Directions :: List all the lines in these records that hold "true".

Extracted records ::

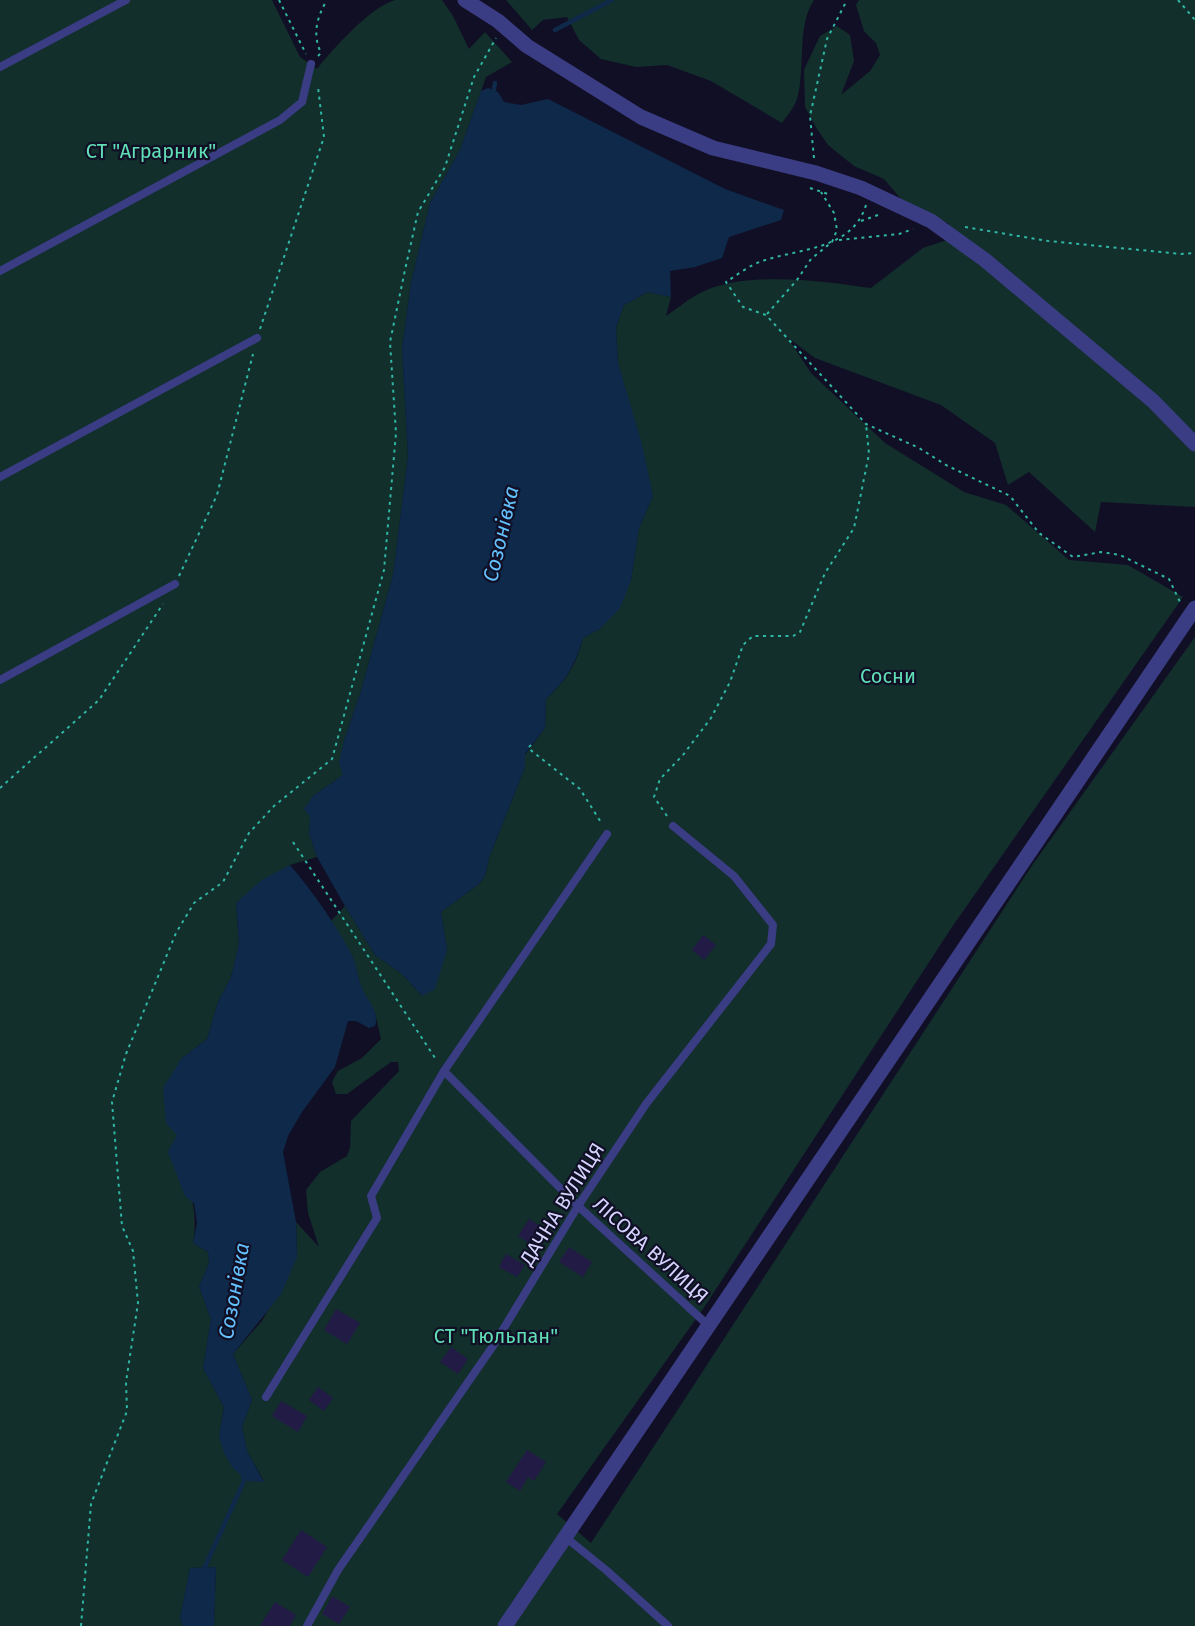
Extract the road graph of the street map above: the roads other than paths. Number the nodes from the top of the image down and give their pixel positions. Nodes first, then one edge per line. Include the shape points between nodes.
1 (126, 0) edge
2 (465, 0) edge
3 (312, 64) road end
4 (0, 67) edge
5 (0, 271) edge
6 (257, 338) road end
7 (1195, 444) edge
8 (0, 477) edge
9 (175, 584) road end
10 (1191, 613) edge
11 (0, 680) edge
12 (673, 826) road end
13 (607, 834) road end
14 (444, 1071) junction
15 (578, 1206) junction
16 (709, 1326) junction
17 (266, 1397) dead end
18 (564, 1536) junction
19 (308, 1626) edge
20 (505, 1626) edge
21 (668, 1626) edge

1 - 4 lane
2 - 7 street via 527,46 641,117 713,148 861,188 931,221 985,260 1135,386
3 - 5 lane via 302,102 280,120
6 - 8 lane
9 - 11 lane
10 - 16 street
12 - 15 lane, ДАЧНА ВУЛИЦЯ via 734,876 773,925 771,944 646,1104
13 - 14 lane
14 - 15 lane, ЛІСОВА ВУЛИЦЯ
14 - 17 lane via 371,1196 377,1218
15 - 16 lane, ЛІСОВА ВУЛИЦЯ
15 - 19 lane, ДАЧНА ВУЛИЦЯ via 493,1346 338,1570
16 - 18 street
18 - 20 street
18 - 21 lane

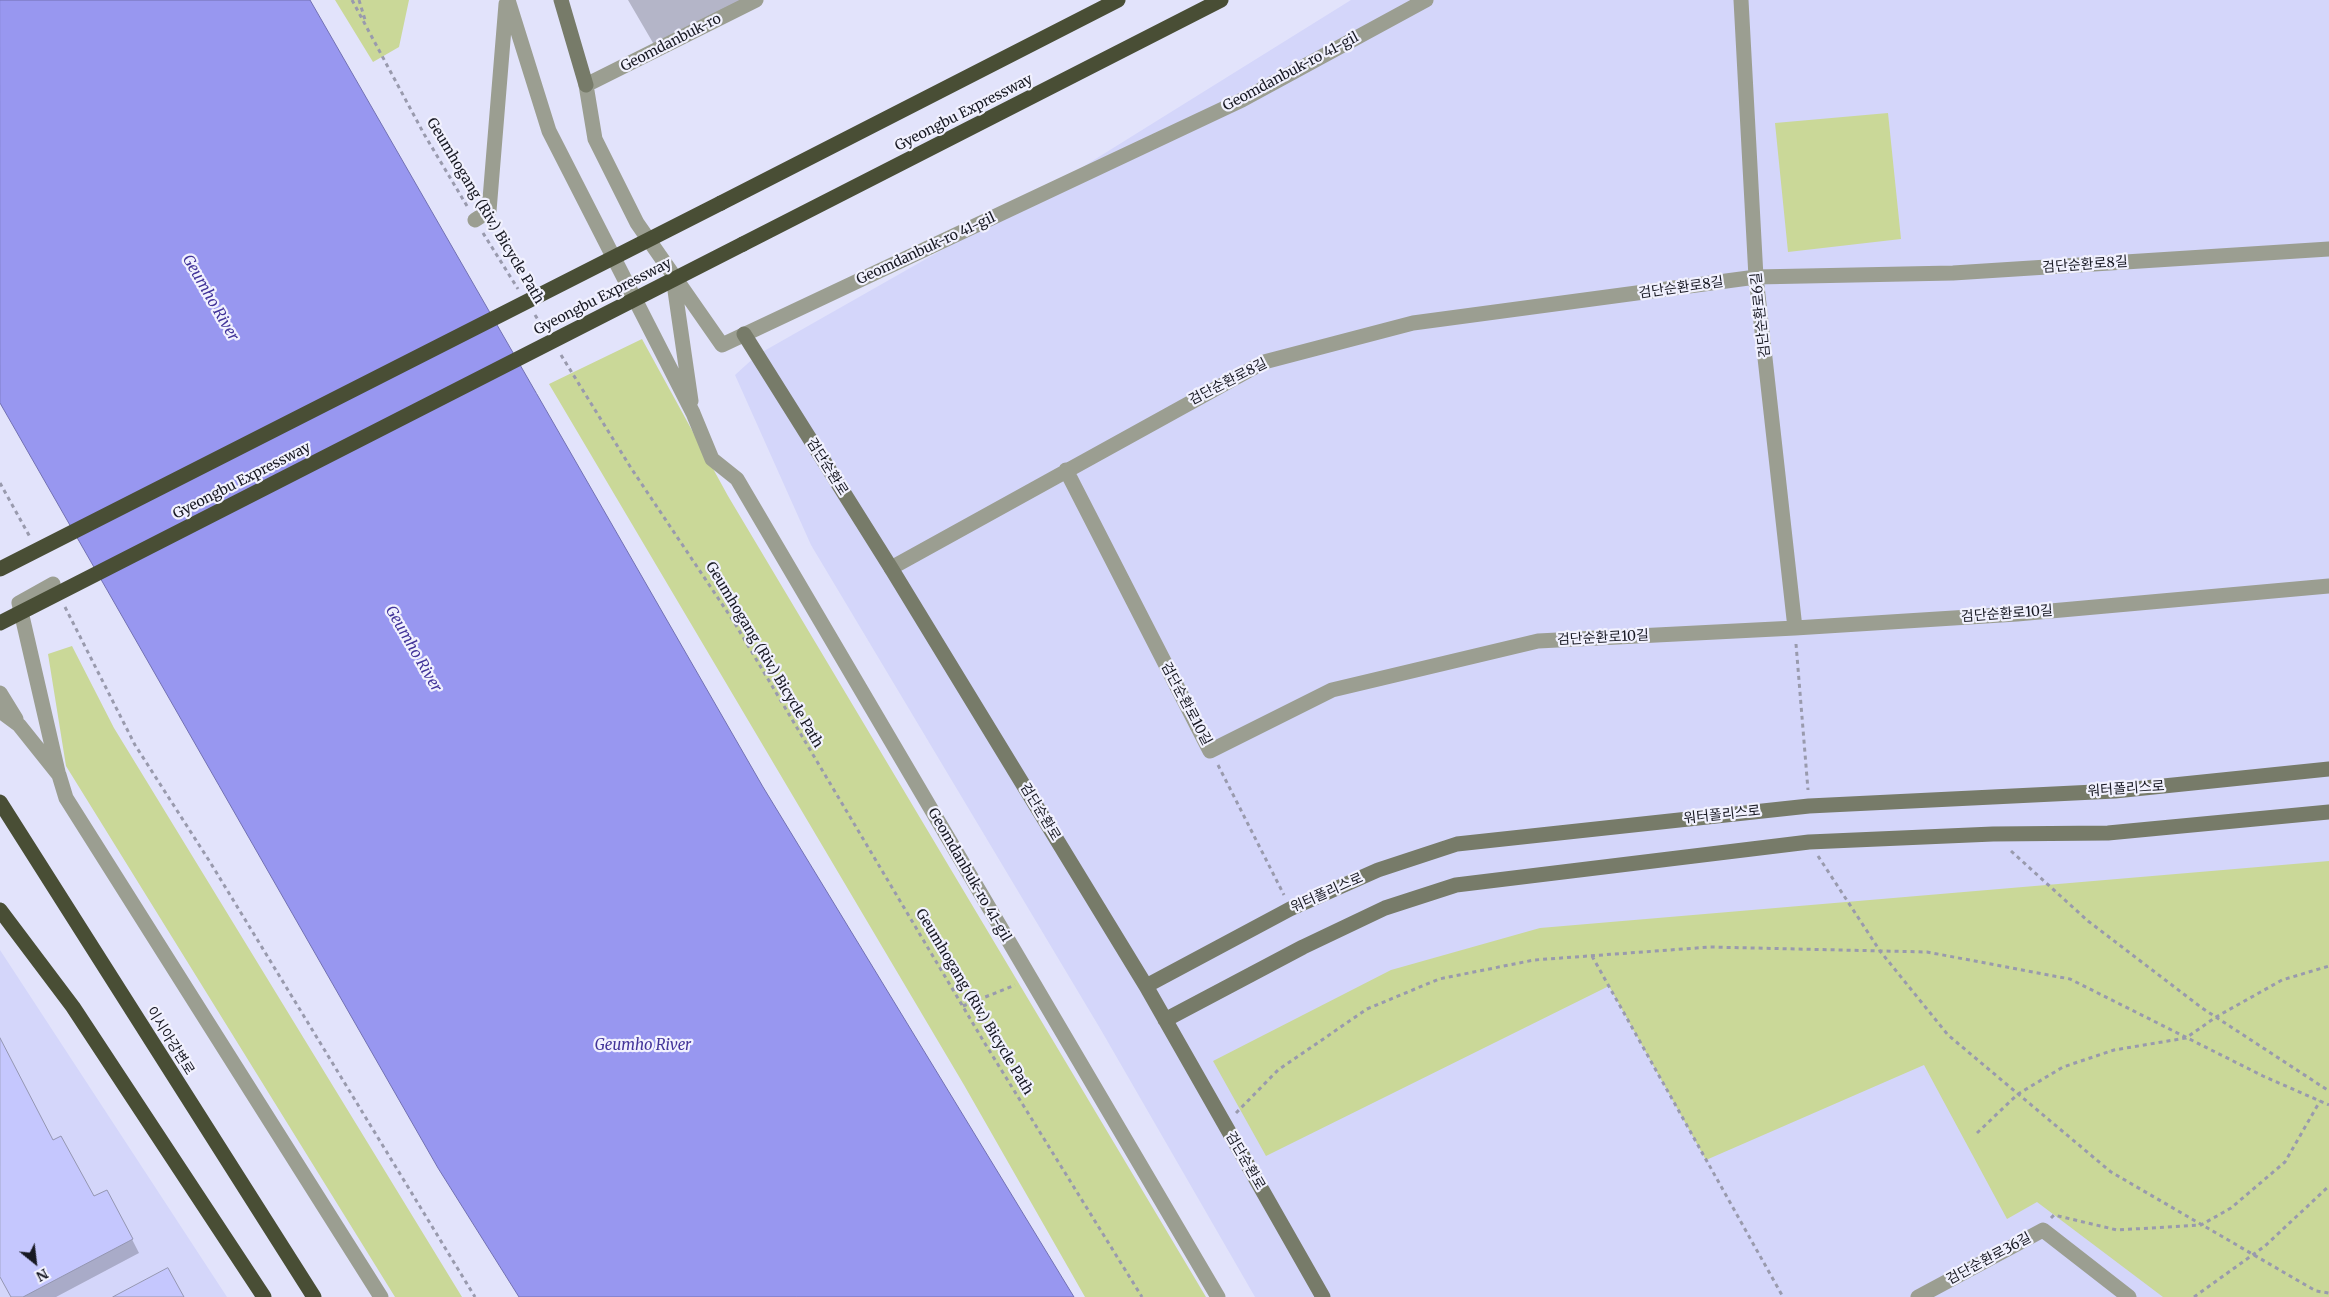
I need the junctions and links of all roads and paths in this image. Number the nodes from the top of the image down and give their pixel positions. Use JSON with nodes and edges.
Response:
{"nodes":[{"id":1,"x":352,"y":0,"type":"edge"},
{"id":2,"x":359,"y":0,"type":"edge"},
{"id":3,"x":507,"y":0,"type":"edge"},
{"id":4,"x":561,"y":0,"type":"edge"},
{"id":5,"x":756,"y":0,"type":"edge"},
{"id":6,"x":1118,"y":0,"type":"edge"},
{"id":7,"x":1221,"y":0,"type":"edge"},
{"id":8,"x":1426,"y":0,"type":"edge"},
{"id":9,"x":1741,"y":0,"type":"edge"},
{"id":10,"x":369,"y":32,"type":"junction"},
{"id":11,"x":586,"y":85,"type":"junction"},
{"id":12,"x":475,"y":220,"type":"junction"},
{"id":13,"x":2329,"y":249,"type":"edge"},
{"id":14,"x":672,"y":273,"type":"junction"},
{"id":15,"x":1756,"y":278,"type":"junction"},
{"id":16,"x":519,"y":292,"type":"dead end"},
{"id":17,"x":530,"y":308,"type":"dead end"},
{"id":18,"x":546,"y":333,"type":"dead end"},
{"id":19,"x":744,"y":334,"type":"junction"},
{"id":20,"x":557,"y":349,"type":"dead end"},
{"id":21,"x":693,"y":413,"type":"junction"},
{"id":22,"x":1066,"y":470,"type":"junction"},
{"id":23,"x":0,"y":483,"type":"edge"},
{"id":24,"x":33,"y":544,"type":"dead end"},
{"id":25,"x":891,"y":568,"type":"junction"},
{"id":26,"x":0,"y":569,"type":"edge"},
{"id":27,"x":53,"y":584,"type":"joint"},
{"id":28,"x":2329,"y":586,"type":"edge"},
{"id":29,"x":0,"y":623,"type":"edge"},
{"id":30,"x":1795,"y":628,"type":"junction"},
{"id":31,"x":0,"y":693,"type":"edge"},
{"id":32,"x":0,"y":711,"type":"edge"},
{"id":33,"x":19,"y":725,"type":"junction"},
{"id":34,"x":1210,"y":751,"type":"junction"},
{"id":35,"x":2329,"y":769,"type":"edge"},
{"id":36,"x":59,"y":775,"type":"junction"},
{"id":37,"x":0,"y":802,"type":"edge"},
{"id":38,"x":1809,"y":806,"type":"junction"},
{"id":39,"x":2329,"y":812,"type":"edge"},
{"id":40,"x":1993,"y":834,"type":"junction"},
{"id":41,"x":1809,"y":842,"type":"junction"},
{"id":42,"x":1290,"y":909,"type":"junction"},
{"id":43,"x":0,"y":910,"type":"edge"},
{"id":44,"x":1880,"y":951,"type":"junction"},
{"id":45,"x":1592,"y":956,"type":"junction"},
{"id":46,"x":2329,"y":966,"type":"edge"},
{"id":47,"x":1030,"y":979,"type":"junction"},
{"id":48,"x":1146,"y":986,"type":"junction"},
{"id":49,"x":963,"y":1006,"type":"junction"},
{"id":50,"x":2216,"y":1017,"type":"junction"},
{"id":51,"x":1165,"y":1020,"type":"junction"},
{"id":52,"x":2186,"y":1038,"type":"junction"},
{"id":53,"x":2329,"y":1091,"type":"edge"},
{"id":54,"x":2018,"y":1094,"type":"junction"},
{"id":55,"x":2320,"y":1101,"type":"junction"},
{"id":56,"x":2329,"y":1105,"type":"edge"},
{"id":57,"x":1224,"y":1125,"type":"junction"},
{"id":58,"x":1977,"y":1133,"type":"dead end"},
{"id":59,"x":2329,"y":1186,"type":"edge"},
{"id":60,"x":2201,"y":1225,"type":"junction"},
{"id":61,"x":2042,"y":1230,"type":"junction"},
{"id":62,"x":2253,"y":1255,"type":"junction"},
{"id":63,"x":2329,"y":1293,"type":"edge"},
{"id":64,"x":264,"y":1297,"type":"edge"},
{"id":65,"x":314,"y":1297,"type":"edge"},
{"id":66,"x":381,"y":1297,"type":"edge"},
{"id":67,"x":475,"y":1297,"type":"edge"},
{"id":68,"x":1142,"y":1297,"type":"edge"},
{"id":69,"x":1218,"y":1297,"type":"edge"},
{"id":70,"x":1323,"y":1297,"type":"edge"},
{"id":71,"x":1784,"y":1297,"type":"edge"},
{"id":72,"x":1918,"y":1297,"type":"edge"},
{"id":73,"x":2129,"y":1297,"type":"edge"},
{"id":74,"x":2194,"y":1297,"type":"edge"}],
"edges":[{"from":1,"to":10,"type":"path","name":"Geumhogang (Riv.) Bicycle Path"},
{"from":2,"to":10,"type":"path"},
{"from":3,"to":12,"type":"street"},
{"from":3,"to":21,"type":"street"},
{"from":4,"to":11,"type":"main road"},
{"from":5,"to":11,"type":"street","name":"Geomdanbuk-ro"},
{"from":6,"to":26,"type":"highway","bridge":true},
{"from":7,"to":29,"type":"highway","name":"Gyeongbu Expressway","bridge":true},
{"from":8,"to":19,"type":"street","name":"Geomdanbuk-ro 41-gil"},
{"from":9,"to":15,"type":"street","name":"검단순환로6길"},
{"from":10,"to":12,"type":"path","name":"Geumhogang (Riv.) Bicycle Path"},
{"from":11,"to":14,"type":"street","name":"Geomdanbuk-ro 41-gil"},
{"from":12,"to":16,"type":"path","name":"Geumhogang (Riv.) Bicycle Path"},
{"from":13,"to":15,"type":"street","name":"검단순환로8길"},
{"from":14,"to":19,"type":"street","name":"Geomdanbuk-ro 41-gil"},
{"from":14,"to":21,"type":"street"},
{"from":15,"to":22,"type":"street","name":"검단순환로8길"},
{"from":15,"to":30,"type":"street","name":"검단순환로6길"},
{"from":17,"to":18,"type":"path","name":"Geumhogang (Riv.) Bicycle Path"},
{"from":19,"to":25,"type":"main road","name":"검단순환로"},
{"from":20,"to":49,"type":"path","name":"Geumhogang (Riv.) Bicycle Path"},
{"from":21,"to":47,"type":"street","name":"Geomdanbuk-ro 41-gil"},
{"from":22,"to":25,"type":"street","name":"검단순환로8길"},
{"from":22,"to":34,"type":"street","name":"검단순환로10길"},
{"from":23,"to":24,"type":"path"},
{"from":25,"to":48,"type":"main road","name":"검단순환로"},
{"from":27,"to":36,"type":"street"},
{"from":27,"to":67,"type":"path"},
{"from":28,"to":30,"type":"street","name":"검단순환로10길"},
{"from":30,"to":34,"type":"street","name":"검단순환로10길"},
{"from":30,"to":38,"type":"path"},
{"from":31,"to":33,"type":"street"},
{"from":32,"to":33,"type":"street"},
{"from":33,"to":36,"type":"street"},
{"from":34,"to":42,"type":"path"},
{"from":35,"to":38,"type":"main road","name":"워터폴리스로"},
{"from":36,"to":66,"type":"street"},
{"from":37,"to":65,"type":"highway","name":"이시아강변로"},
{"from":38,"to":42,"type":"main road","name":"워터폴리스로"},
{"from":39,"to":40,"type":"main road"},
{"from":40,"to":41,"type":"main road"},
{"from":40,"to":50,"type":"path"},
{"from":41,"to":44,"type":"path"},
{"from":41,"to":51,"type":"main road"},
{"from":42,"to":48,"type":"main road","name":"워터폴리스로"},
{"from":43,"to":64,"type":"highway"},
{"from":44,"to":45,"type":"path"},
{"from":44,"to":52,"type":"path"},
{"from":44,"to":54,"type":"path"},
{"from":45,"to":57,"type":"path"},
{"from":45,"to":71,"type":"path"},
{"from":46,"to":50,"type":"path"},
{"from":47,"to":49,"type":"path"},
{"from":47,"to":69,"type":"street","name":"Geomdanbuk-ro 41-gil"},
{"from":48,"to":51,"type":"main road","name":"검단순환로"},
{"from":49,"to":68,"type":"path","name":"Geumhogang (Riv.) Bicycle Path"},
{"from":50,"to":52,"type":"path"},
{"from":50,"to":53,"type":"path"},
{"from":51,"to":57,"type":"main road","name":"검단순환로"},
{"from":52,"to":54,"type":"path"},
{"from":52,"to":55,"type":"path"},
{"from":54,"to":58,"type":"path"},
{"from":54,"to":60,"type":"path"},
{"from":55,"to":56,"type":"path"},
{"from":55,"to":60,"type":"path"},
{"from":57,"to":70,"type":"main road","name":"검단순환로"},
{"from":59,"to":62,"type":"path"},
{"from":60,"to":61,"type":"path"},
{"from":60,"to":62,"type":"path"},
{"from":61,"to":72,"type":"street","name":"검단순환로36길"},
{"from":61,"to":73,"type":"street","name":"검단순환로36길"},
{"from":62,"to":63,"type":"path"},
{"from":62,"to":74,"type":"path"}]}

Exercise answer ::
{"from":6,"to":26,"type":"highway","bridge":true},
{"from":7,"to":29,"type":"highway","name":"Gyeongbu Expressway","bridge":true},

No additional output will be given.